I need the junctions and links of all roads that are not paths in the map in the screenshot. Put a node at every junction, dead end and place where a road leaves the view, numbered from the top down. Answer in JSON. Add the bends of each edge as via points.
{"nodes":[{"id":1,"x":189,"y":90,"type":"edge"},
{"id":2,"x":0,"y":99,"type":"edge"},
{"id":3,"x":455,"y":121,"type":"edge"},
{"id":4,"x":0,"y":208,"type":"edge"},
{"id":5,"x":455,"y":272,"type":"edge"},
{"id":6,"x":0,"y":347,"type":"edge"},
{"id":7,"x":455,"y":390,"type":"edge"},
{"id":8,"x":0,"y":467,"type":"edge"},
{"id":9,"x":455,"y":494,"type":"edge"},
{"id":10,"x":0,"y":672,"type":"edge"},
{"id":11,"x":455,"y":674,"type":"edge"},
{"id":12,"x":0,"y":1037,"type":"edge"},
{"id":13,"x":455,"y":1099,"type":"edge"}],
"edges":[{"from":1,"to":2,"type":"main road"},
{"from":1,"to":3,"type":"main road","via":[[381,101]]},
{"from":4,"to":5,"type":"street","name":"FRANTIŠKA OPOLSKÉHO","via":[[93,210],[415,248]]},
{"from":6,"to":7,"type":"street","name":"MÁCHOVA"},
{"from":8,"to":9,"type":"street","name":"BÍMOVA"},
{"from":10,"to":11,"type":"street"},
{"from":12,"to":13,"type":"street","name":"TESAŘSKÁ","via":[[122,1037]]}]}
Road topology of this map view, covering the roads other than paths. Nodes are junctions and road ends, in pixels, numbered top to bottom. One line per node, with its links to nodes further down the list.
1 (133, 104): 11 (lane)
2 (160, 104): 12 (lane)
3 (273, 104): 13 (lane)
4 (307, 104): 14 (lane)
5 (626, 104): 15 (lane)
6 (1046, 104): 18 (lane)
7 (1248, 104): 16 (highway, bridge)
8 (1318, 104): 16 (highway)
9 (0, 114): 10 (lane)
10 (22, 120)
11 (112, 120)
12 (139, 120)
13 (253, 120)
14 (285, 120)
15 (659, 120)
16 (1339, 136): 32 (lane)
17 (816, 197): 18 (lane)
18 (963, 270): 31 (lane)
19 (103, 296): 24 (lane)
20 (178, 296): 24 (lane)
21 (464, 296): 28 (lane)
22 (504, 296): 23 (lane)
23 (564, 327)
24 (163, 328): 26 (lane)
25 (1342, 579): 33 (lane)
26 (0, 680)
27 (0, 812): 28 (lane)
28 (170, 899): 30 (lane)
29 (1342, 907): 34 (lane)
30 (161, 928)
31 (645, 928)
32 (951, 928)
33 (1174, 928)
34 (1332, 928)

### Work to be completed
Copy the data above in its entirety, exactly as given.

### Final answer
I need the junctions and links of all roads that are not paths in the map in the screenshot. Put a node at every junction, dead end and place where a road leaves the view, numbered from the top down. Answer in JSON. Add the bends of each edge as via points.
{"nodes":[{"id":1,"x":189,"y":90,"type":"edge"},
{"id":2,"x":0,"y":99,"type":"edge"},
{"id":3,"x":455,"y":121,"type":"edge"},
{"id":4,"x":0,"y":208,"type":"edge"},
{"id":5,"x":455,"y":272,"type":"edge"},
{"id":6,"x":0,"y":347,"type":"edge"},
{"id":7,"x":455,"y":390,"type":"edge"},
{"id":8,"x":0,"y":467,"type":"edge"},
{"id":9,"x":455,"y":494,"type":"edge"},
{"id":10,"x":0,"y":672,"type":"edge"},
{"id":11,"x":455,"y":674,"type":"edge"},
{"id":12,"x":0,"y":1037,"type":"edge"},
{"id":13,"x":455,"y":1099,"type":"edge"}],
"edges":[{"from":1,"to":2,"type":"main road"},
{"from":1,"to":3,"type":"main road","via":[[381,101]]},
{"from":4,"to":5,"type":"street","name":"FRANTIŠKA OPOLSKÉHO","via":[[93,210],[415,248]]},
{"from":6,"to":7,"type":"street","name":"MÁCHOVA"},
{"from":8,"to":9,"type":"street","name":"BÍMOVA"},
{"from":10,"to":11,"type":"street"},
{"from":12,"to":13,"type":"street","name":"TESAŘSKÁ","via":[[122,1037]]}]}
Road topology of this map view, covering the roads other than paths. Nodes are junctions and road ends, in pixels, numbered top to bottom. One line per node, with its links to nodes further down the list.
1 (133, 104): 11 (lane)
2 (160, 104): 12 (lane)
3 (273, 104): 13 (lane)
4 (307, 104): 14 (lane)
5 (626, 104): 15 (lane)
6 (1046, 104): 18 (lane)
7 (1248, 104): 16 (highway, bridge)
8 (1318, 104): 16 (highway)
9 (0, 114): 10 (lane)
10 (22, 120)
11 (112, 120)
12 (139, 120)
13 (253, 120)
14 (285, 120)
15 (659, 120)
16 (1339, 136): 32 (lane)
17 (816, 197): 18 (lane)
18 (963, 270): 31 (lane)
19 (103, 296): 24 (lane)
20 (178, 296): 24 (lane)
21 (464, 296): 28 (lane)
22 (504, 296): 23 (lane)
23 (564, 327)
24 (163, 328): 26 (lane)
25 (1342, 579): 33 (lane)
26 (0, 680)
27 (0, 812): 28 (lane)
28 (170, 899): 30 (lane)
29 (1342, 907): 34 (lane)
30 (161, 928)
31 (645, 928)
32 (951, 928)
33 (1174, 928)
34 (1332, 928)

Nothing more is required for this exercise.